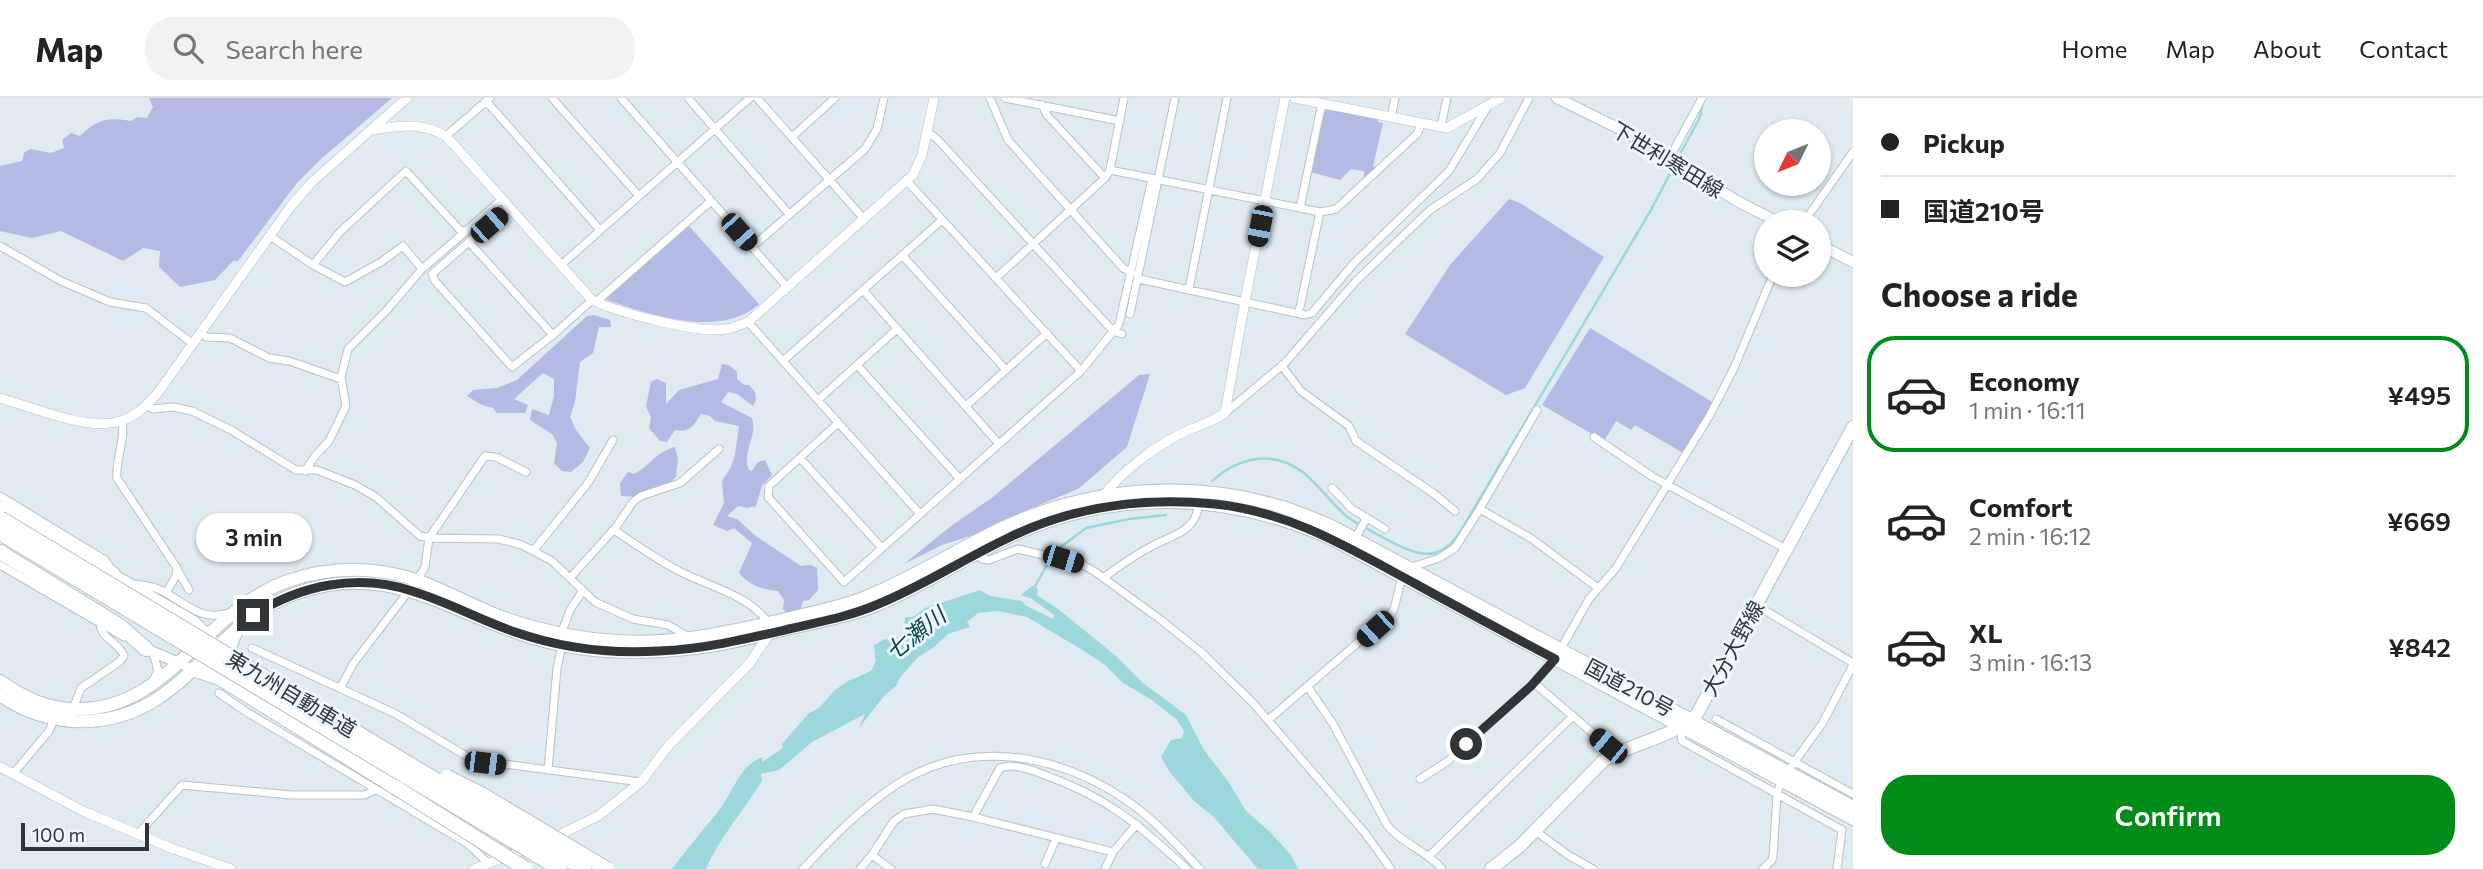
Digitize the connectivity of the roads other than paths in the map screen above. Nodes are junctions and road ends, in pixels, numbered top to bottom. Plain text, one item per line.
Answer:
1 (407, 98) edge
2 (552, 98) edge
3 (621, 98) edge
4 (688, 98) edge
5 (750, 98) edge
6 (757, 98) edge
7 (835, 98) edge
8 (884, 98) edge
9 (934, 98) edge
10 (990, 98) edge
11 (1005, 98) edge
12 (1125, 98) edge
13 (1175, 98) edge
14 (1227, 98) edge
15 (1286, 98) edge
16 (1294, 98) edge
17 (1395, 98) edge
18 (1447, 98) edge
19 (1501, 98) edge
20 (1529, 98) edge
21 (1557, 98) edge
22 (1702, 98) edge
23 (488, 100) edge
24 (1322, 103) junction
25 (1342, 103) edge
26 (1042, 105) junction
27 (1488, 106) junction
28 (1391, 117) junction
29 (1120, 121) junction
30 (1422, 123) junction
31 (1441, 126) junction
32 (715, 129) junction
33 (371, 130) junction
34 (928, 132) junction
35 (446, 136) junction
36 (792, 137) junction
37 (1853, 152) edge
38 (1669, 159) junction
39 (677, 162) junction
40 (1110, 170) junction
41 (1105, 178) junction
42 (829, 179) junction
43 (1155, 179) junction
44 (906, 180) junction
45 (1210, 189) junction
46 (639, 196) junction
47 (502, 199) junction
48 (711, 201) junction
49 (1265, 201) junction
50 (509, 207) junction
51 (1300, 208) junction
52 (1070, 210) junction
53 (1757, 210) edge
54 (1812, 210) edge
55 (1320, 212) junction
56 (789, 214) junction
57 (864, 219) junction
58 (942, 219) junction
59 (600, 230) junction
60 (466, 231) junction
61 (270, 236) junction
62 (469, 242) junction
63 (1032, 244) junction
64 (0, 246) edge
65 (752, 247) junction
66 (1831, 251) edge
67 (902, 255) junction
68 (1853, 262) edge
69 (313, 265) junction
70 (561, 265) junction
71 (422, 270) junction
72 (1132, 273) junction
73 (996, 278) junction
74 (1139, 279) junction
75 (788, 287) junction
76 (1768, 287) edge
77 (1189, 289) junction
78 (863, 290) junction
79 (594, 301) junction
80 (1245, 301) junction
81 (1300, 312) junction
82 (1130, 314) dead end
83 (748, 321) junction
84 (897, 329) junction
85 (1113, 331) junction
86 (201, 333) junction
87 (1047, 333) junction
88 (1122, 334) dead end
89 (553, 335) junction
90 (193, 344) junction
91 (783, 361) junction
92 (857, 365) junction
93 (1282, 366) junction
94 (1006, 370) junction
95 (1081, 371) junction
96 (341, 379) junction
97 (0, 398) edge
98 (818, 400) junction
99 (146, 405) junction
100 (966, 406) junction
101 (1537, 410) dead end
102 (1225, 413) junction
103 (122, 420) junction
104 (838, 423) junction
105 (1853, 427) edge
106 (1594, 437) dead end
107 (612, 440) dead end
108 (999, 444) junction
109 (719, 449) dead end
110 (800, 458) junction
111 (305, 471) junction
112 (526, 472) dead end
113 (960, 479) junction
114 (1669, 485) junction
115 (1332, 488) dead end
116 (1104, 495) junction
117 (0, 496) edge
118 (1199, 503) junction
119 (0, 508) edge
120 (1095, 508) junction
121 (1480, 509) junction
122 (1455, 512) dead end
123 (920, 514) junction
124 (0, 518) edge
125 (1361, 528) junction
126 (1385, 529) dead end
127 (614, 530) junction
128 (0, 533) edge
129 (429, 538) junction
130 (882, 548) junction
131 (1786, 549) junction
132 (534, 550) junction
133 (0, 552) edge
134 (977, 554) junction
135 (0, 565) edge
136 (177, 568) junction
137 (1405, 572) junction
138 (113, 573) junction
139 (570, 578) junction
140 (1103, 578) junction
141 (128, 582) junction
142 (414, 585) junction
143 (1598, 588) junction
144 (189, 590) dead end
145 (582, 592) junction
146 (166, 593) junction
147 (1756, 604) junction
148 (238, 617) junction
149 (648, 622) junction
150 (100, 624) junction
151 (770, 628) junction
152 (691, 638) junction
153 (562, 639) junction
154 (208, 640) junction
155 (650, 642) junction
156 (252, 648) dead end
157 (149, 651) junction
158 (1558, 655) junction
159 (177, 663) junction
160 (1853, 664) edge
161 (197, 665) junction
162 (243, 674) junction
163 (0, 681) edge
164 (1534, 683) junction
165 (220, 686) junction
166 (341, 687) junction
167 (1308, 687) junction
168 (146, 690) junction
169 (0, 695) edge
170 (73, 709) junction
171 (1572, 717) junction
172 (54, 719) junction
173 (1716, 719) dead end
174 (1268, 720) junction
175 (1686, 723) junction
176 (1614, 754) junction
177 (0, 767) edge
178 (548, 770) junction
179 (13, 774) junction
180 (1784, 777) junction
181 (1420, 779) dead end
182 (641, 782) junction
183 (376, 789) junction
184 (1853, 794) edge
185 (1853, 807) edge
186 (973, 817) junction
187 (1853, 820) edge
188 (1137, 824) junction
189 (1534, 831) junction
190 (138, 834) junction
191 (1055, 841) dead end
192 (1113, 852) junction
193 (872, 855) junction
194 (1429, 856) junction
195 (489, 864) junction
196 (1045, 864) dead end
197 (231, 869) edge
198 (474, 869) edge
199 (526, 869) edge
200 (560, 869) edge
201 (584, 869) edge
202 (607, 869) edge
203 (803, 869) edge
204 (860, 869) edge
205 (891, 869) edge
206 (1105, 869) edge
207 (1187, 869) edge
208 (1200, 869) edge
209 (1391, 869) edge
210 (1442, 869) edge
211 (1491, 869) edge
212 (1593, 869) edge
213 (1763, 869) edge
214 (1837, 869) edge

1 - 33 street
2 - 46 street
3 - 39 street
4 - 32 street
5 - 32 street
6 - 36 street
7 - 36 street
8 - 42 street
9 - 34 street
10 - 52 street
11 - 26 street
12 - 29 street
13 - 43 street
14 - 45 street
15 - 49 street
16 - 24 street
17 - 28 street
18 - 31 street
19 - 27 street
20 - 93 street
21 - 38 main road, 下世利寒田線
22 - 38 street
23 - 35 street
23 - 59 street
24 - 25 street
24 - 51 street
25 - 28 street
26 - 29 street
26 - 41 street
27 - 31 street
27 - 81 street
28 - 30 street
29 - 40 street
30 - 31 street
30 - 55 street
32 - 39 street
32 - 56 street
33 - 35 street
33 - 61 street
34 - 44 street
34 - 63 street
35 - 47 street
36 - 42 street
37 - 54 street
38 - 53 main road, 下世利寒田線
39 - 46 street
39 - 48 street
40 - 41 street
40 - 43 street
41 - 52 street
42 - 56 street
42 - 57 street
43 - 45 street
43 - 72 street
43 - 74 street
44 - 57 street
44 - 58 street
45 - 49 street
45 - 77 street
46 - 59 street
47 - 50 street
47 - 60 street
48 - 65 street
48 - 79 street
49 - 51 street
49 - 80 street
50 - 62 street
50 - 70 street
51 - 55 street
52 - 63 street
52 - 72 street
55 - 81 street
56 - 65 street
57 - 75 street
58 - 67 street
58 - 73 street
59 - 70 street
60 - 69 street
60 - 71 street
61 - 69 street
61 - 86 street
62 - 89 street
62 - 89 street
63 - 73 street
63 - 85 street
64 - 90 street
65 - 75 street
66 - 68 main road
67 - 78 street
67 - 94 street
69 - 71 street
70 - 79 street
71 - 96 street
72 - 85 street
73 - 87 street
74 - 77 street
74 - 82 street
75 - 83 street
76 - 114 street
77 - 80 street
78 - 84 street
78 - 91 street
79 - 83 street
79 - 89 street
80 - 81 street
80 - 102 street
83 - 91 street
84 - 92 street
84 - 100 street
85 - 88 street
85 - 95 street
86 - 90 street
86 - 96 street
87 - 94 street
87 - 95 street
90 - 99 street
91 - 98 street
92 - 98 street
92 - 113 street
93 - 102 street
93 - 122 street
94 - 100 street
95 - 108 street
96 - 111 street
97 - 103 street
98 - 104 street
99 - 103 street
99 - 111 street
100 - 108 street
101 - 121 street
102 - 116 street
103 - 136 street
104 - 110 street
104 - 123 street
105 - 131 main road, 大分大野線
106 - 114 street
107 - 132 street
108 - 113 street
109 - 127 street
110 - 130 street
110 - 130 street
111 - 129 street
112 - 129 street
113 - 123 street
114 - 131 street
114 - 143 street
115 - 125 street
116 - 120 street
116 - 125 main road, 国道210号
116 - 151 main road, 国道210号
117 - 138 street
118 - 120 main road, 国道210号
118 - 137 main road, 国道210号
118 - 140 street
119 - 138 highway
120 - 134 main road, 国道210号
121 - 137 street
121 - 143 street
123 - 130 street
124 - 201 highway, 東九州自動車道, bridge
125 - 126 street
125 - 137 main road, 国道210号
127 - 139 street
127 - 151 street
128 - 200 highway, 東九州自動車道, bridge
129 - 132 street
129 - 142 street
131 - 147 main road, 大分大野線
132 - 139 street
133 - 157 highway
134 - 140 street
134 - 151 main road, 国道210号
135 - 150 street
136 - 144 street
136 - 146 street
137 - 158 main road, 国道210号
137 - 167 street
138 - 141 main road
139 - 145 street
140 - 174 street
141 - 146 street
141 - 154 main road
142 - 148 main road, 国道210号
142 - 153 main road, 国道210号
142 - 166 street
143 - 158 street
145 - 149 street
145 - 153 street
146 - 148 street
147 - 160 street
147 - 175 main road, 大分大野線
148 - 154 main road, 国道210号
148 - 162 highway
149 - 152 street
149 - 155 street
150 - 157 street
150 - 170 street
151 - 152 main road, 国道210号
151 - 153 main road, 国道210号
151 - 182 street
152 - 155 main road, 国道210号
153 - 155 main road, 国道210号
153 - 178 street
154 - 159 main road, 国道210号
154 - 161 highway
154 - 162 highway
156 - 166 street
157 - 159 main road
157 - 168 street
158 - 164 street
158 - 175 main road, 国道210号
159 - 161 main road
159 - 168 main road, 国道210号
160 - 180 street
161 - 165 highway
161 - 172 main road
162 - 202 highway, bridge
163 - 170 main road, 国道210号
164 - 171 street
164 - 181 street
165 - 183 street
165 - 199 highway, bridge
166 - 178 street
167 - 174 street
167 - 194 street
168 - 170 main road, 国道210号
169 - 172 main road
171 - 176 street
171 - 194 street
172 - 179 street
173 - 180 street
174 - 209 street
175 - 176 main road
175 - 180 main road, 国道210号
175 - 180 street
176 - 189 main road
177 - 179 street
178 - 182 street
179 - 190 street
180 - 184 street
180 - 185 main road, 国道210号
180 - 187 main road, 国道210号
180 - 213 street
180 - 214 street
182 - 195 street
183 - 190 street
183 - 195 street
186 - 188 street
186 - 192 street
186 - 193 street
188 - 192 street
188 - 207 street
189 - 211 main road
189 - 212 street
190 - 197 street
191 - 196 street
192 - 206 street
193 - 204 street
193 - 205 street
194 - 210 street
195 - 198 street
203 - 208 street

+++

Take each line of the material that contains the word "下世利寒田線" and list it.

:: PROBLEM SOLUTION ::
21 - 38 main road, 下世利寒田線
38 - 53 main road, 下世利寒田線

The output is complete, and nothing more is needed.